What this list of achievements does show is how he is yet to win the main prize of a World Cup as Head Coach, which is only going to fuel motivation for the Australian maverick. He personally has admitted how he was using this Six Nations to see if the players still responded to his unique, and often relentless methods of coaching. There was almost inevitably going to be a slight drop in the players motivation and therefore performance after the devastating defeat to South Africa in Japan, but despite a first-round loss to the French, England have re-found form and currently find themselves top of the Six Nations table with an inevitable 5 points forthcoming against their final round opposition, Italy.

The players

I’m sure one of the deciding factors for Jones to renew his RFU contract was the incredibly young and talented talent pool he has had nurtured. The side he selected in the World Cup final was the youngest starting XV in the professional era, with an average age of 27 years 60 days. The result? The large majority of this team will be able to play in the next world cup, but with four more years’ more experience, and with the potential for other youngsters to develop and challenge the established players, the thought of who Eddie will be able to select is simply mouth-watering.

As you can see, the large majority of these players are established internationals with multiple caps already under their belts.

We at The S Word will be looking to bring you exclusive content from professional athletes in the coming weeks. Keep an eye out for the odd player from the list above appearing on our website!

Competition?

I was tempted not to write this section, as there are not any realistic countries that will get close to challenging England in 2023. However, here is a list of the other tier 1 nations and why they will not compete with England.
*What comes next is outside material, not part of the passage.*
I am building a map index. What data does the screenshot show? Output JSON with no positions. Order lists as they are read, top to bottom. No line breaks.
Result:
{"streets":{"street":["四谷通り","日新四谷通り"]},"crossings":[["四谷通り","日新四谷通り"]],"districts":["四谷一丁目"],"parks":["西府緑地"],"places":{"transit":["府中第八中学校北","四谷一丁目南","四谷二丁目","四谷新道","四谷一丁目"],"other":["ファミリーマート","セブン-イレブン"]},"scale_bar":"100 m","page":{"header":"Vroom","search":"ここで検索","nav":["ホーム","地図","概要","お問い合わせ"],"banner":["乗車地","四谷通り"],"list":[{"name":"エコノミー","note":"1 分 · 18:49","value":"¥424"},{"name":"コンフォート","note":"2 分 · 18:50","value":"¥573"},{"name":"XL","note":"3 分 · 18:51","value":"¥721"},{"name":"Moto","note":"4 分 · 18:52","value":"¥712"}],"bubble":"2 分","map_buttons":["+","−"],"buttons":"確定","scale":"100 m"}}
France – Home World Cup? Yes. Young team? Yes. Some exciting players? Yes. But this is France! There is no way they will be able to handle the pressure that they will be under when 2023 comes around. Look at this Six Nations – when playing as the underdogs against England and Wales, they came away with impressive victories. However, when labelled favourites? Against woeful Scotland? They were outplayed and lost. Against an even worse Italian team? Scraped through to win at home.

South Africa – World Champions but everyone who followed the World Cup knows that they weren’t the best team in the competition. Losing to the All Blacks in their first game and scraping through one of the most boring World Cup matches in the Semi Final against Wales. England simply had one of those off days in the final. Would have beaten them 9 times out of 10.
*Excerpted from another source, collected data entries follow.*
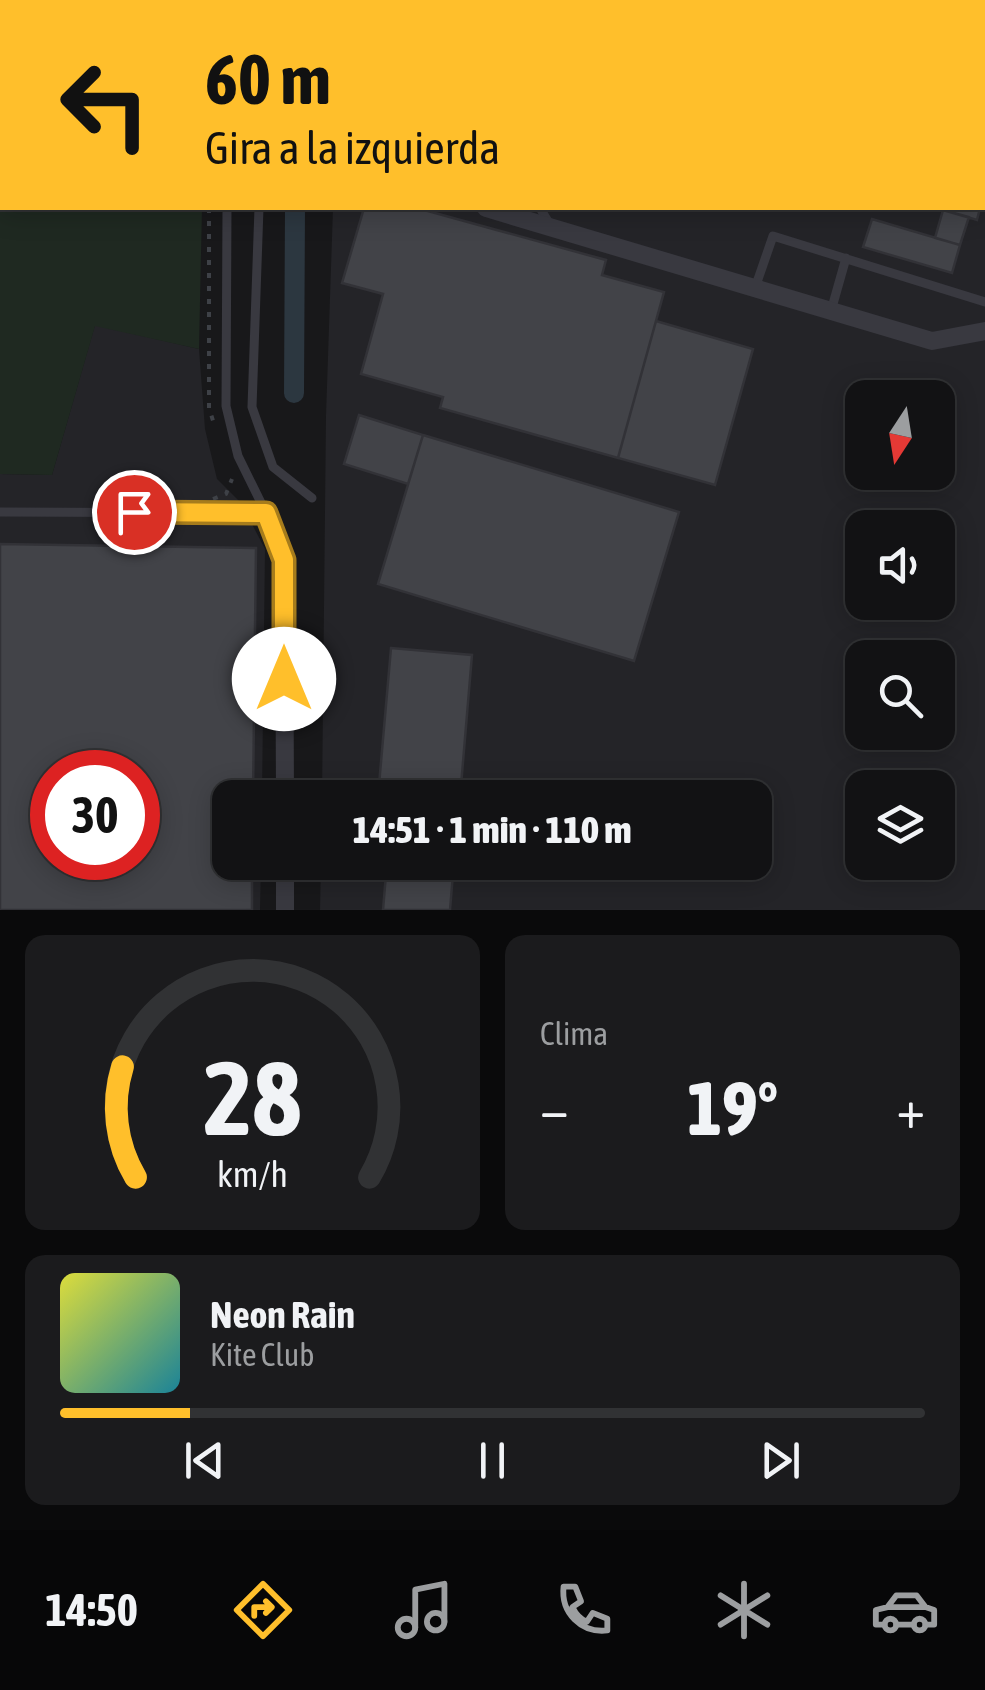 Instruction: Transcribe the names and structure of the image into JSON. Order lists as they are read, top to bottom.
{
  "north": "bottom",
  "page": {
    "turn": ["60 m", "Gira a la izquierda"],
    "limit": "30",
    "trip": "14:51 · 1 min · 110 m",
    "tile": "Clima",
    "heat": ["−", "19°", "+"],
    "song": ["Neon Rain", "Kite Club"],
    "tabs": "14:50",
    "gauge": ["28", "km/h"]
  }
}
New Zealand – interesting one with Ian Foster succeeding the legendary Steve Hansen. Surely, they are destined for a couple of years of rebuilding after being dismantled by England in the Semi Final. In addition, Hansen has been involved with the All Blacks, either as an assistant or a head coach, since 2004!

Ireland – An ageing team also in a rebuilding phase following Joe Schmidt standing down and Andy Farrell stepping in. Farrell is widely regarded as a great coach and a great motivator, but there are certainly question marks around his man management as the main man.
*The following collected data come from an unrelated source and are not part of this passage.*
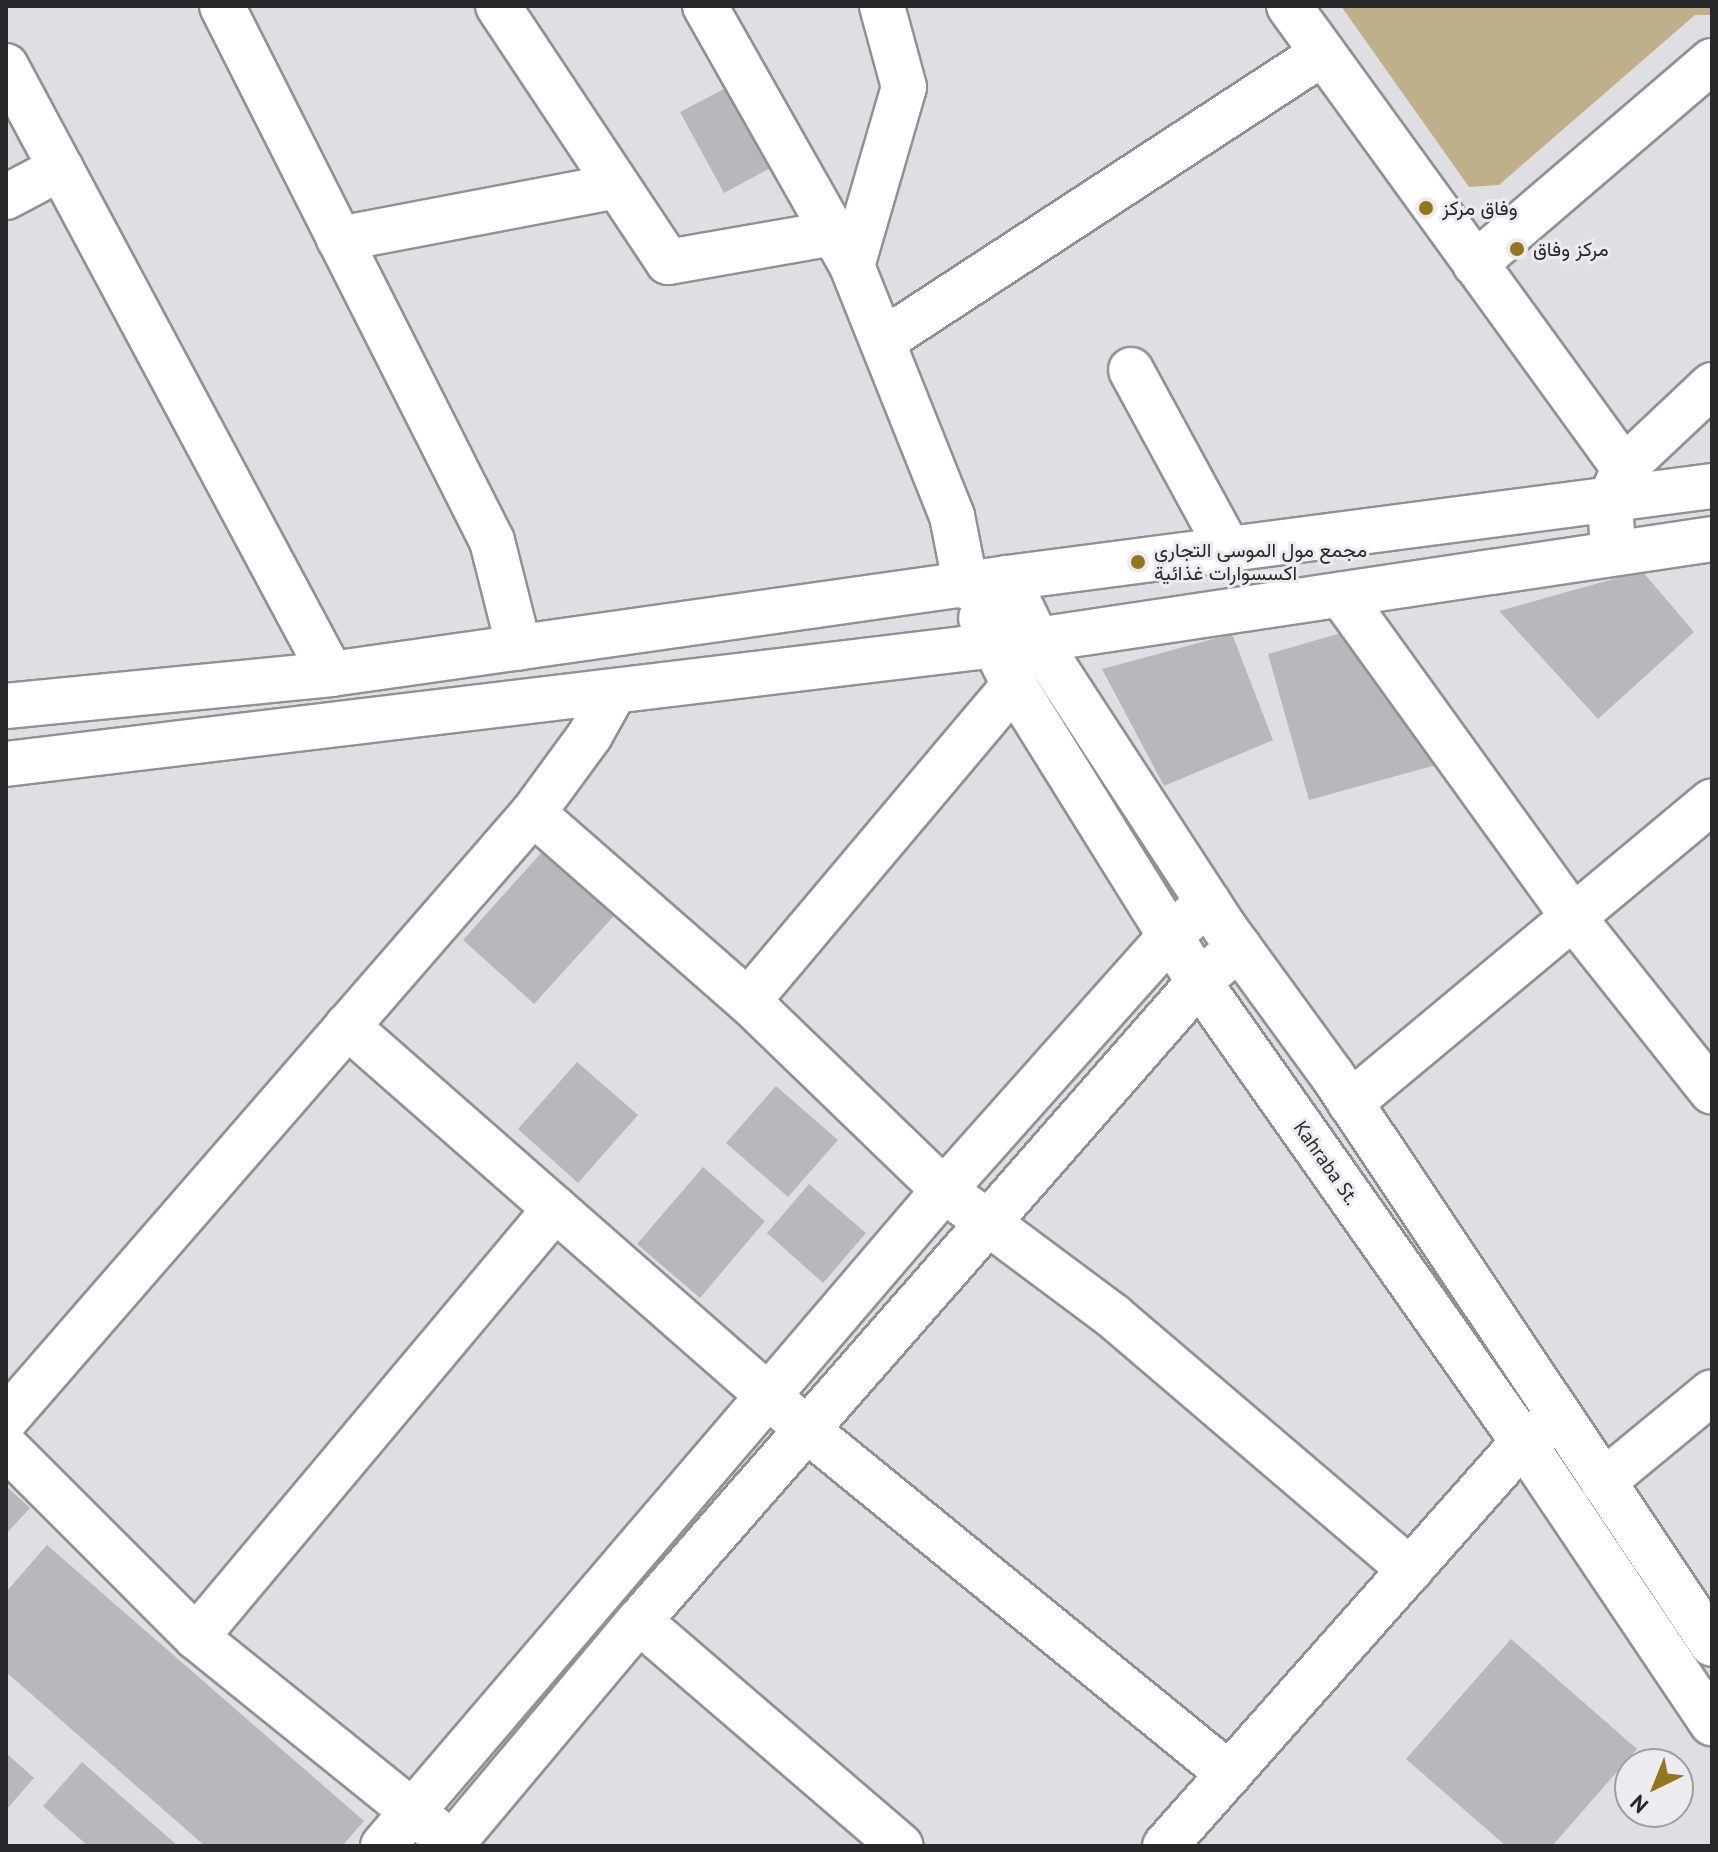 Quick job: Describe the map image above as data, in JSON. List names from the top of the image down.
{
  "streets": {
    "street": ["Kahraba St."]
  },
  "places": ["وفاق مركز", "مركز وفاق", "مجمع مول الموسى التجاري اكسسوارات غذائية"],
  "north": "bottom left"
}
Australia – Rugby Australia is in financial turmoil from the Coronavirus outbreak and have stood down 75% of its workforce. On the pitch they aren’t much better. They also have an ageing team and with a new Head Coach in Dave Rennie, Australia are also destined for a rebuilding stage for the next couple of years.

Wales – No chance.

Yokohama on 2 November was devastating for all of us but let’s look at the positives: if we won in the final, Eddie Jones would likely have retired and there was no obvious successor. Instead we have a head coach who knows his players extensively, and the players respond positively to his coaching methods. The players who experienced Japan 2019 would have learnt a considerable amount from losing in the final and will be incredibly motivated with no complacency come France 2023. England are currently the best team in the world and are only going to get better. Book time off work for the victory parade in Trafalgar Square soon after Saturday 21st October 2023!

Bet of the Week: England World Cup Winner 2023 @ 7/2 (£10 returns £45).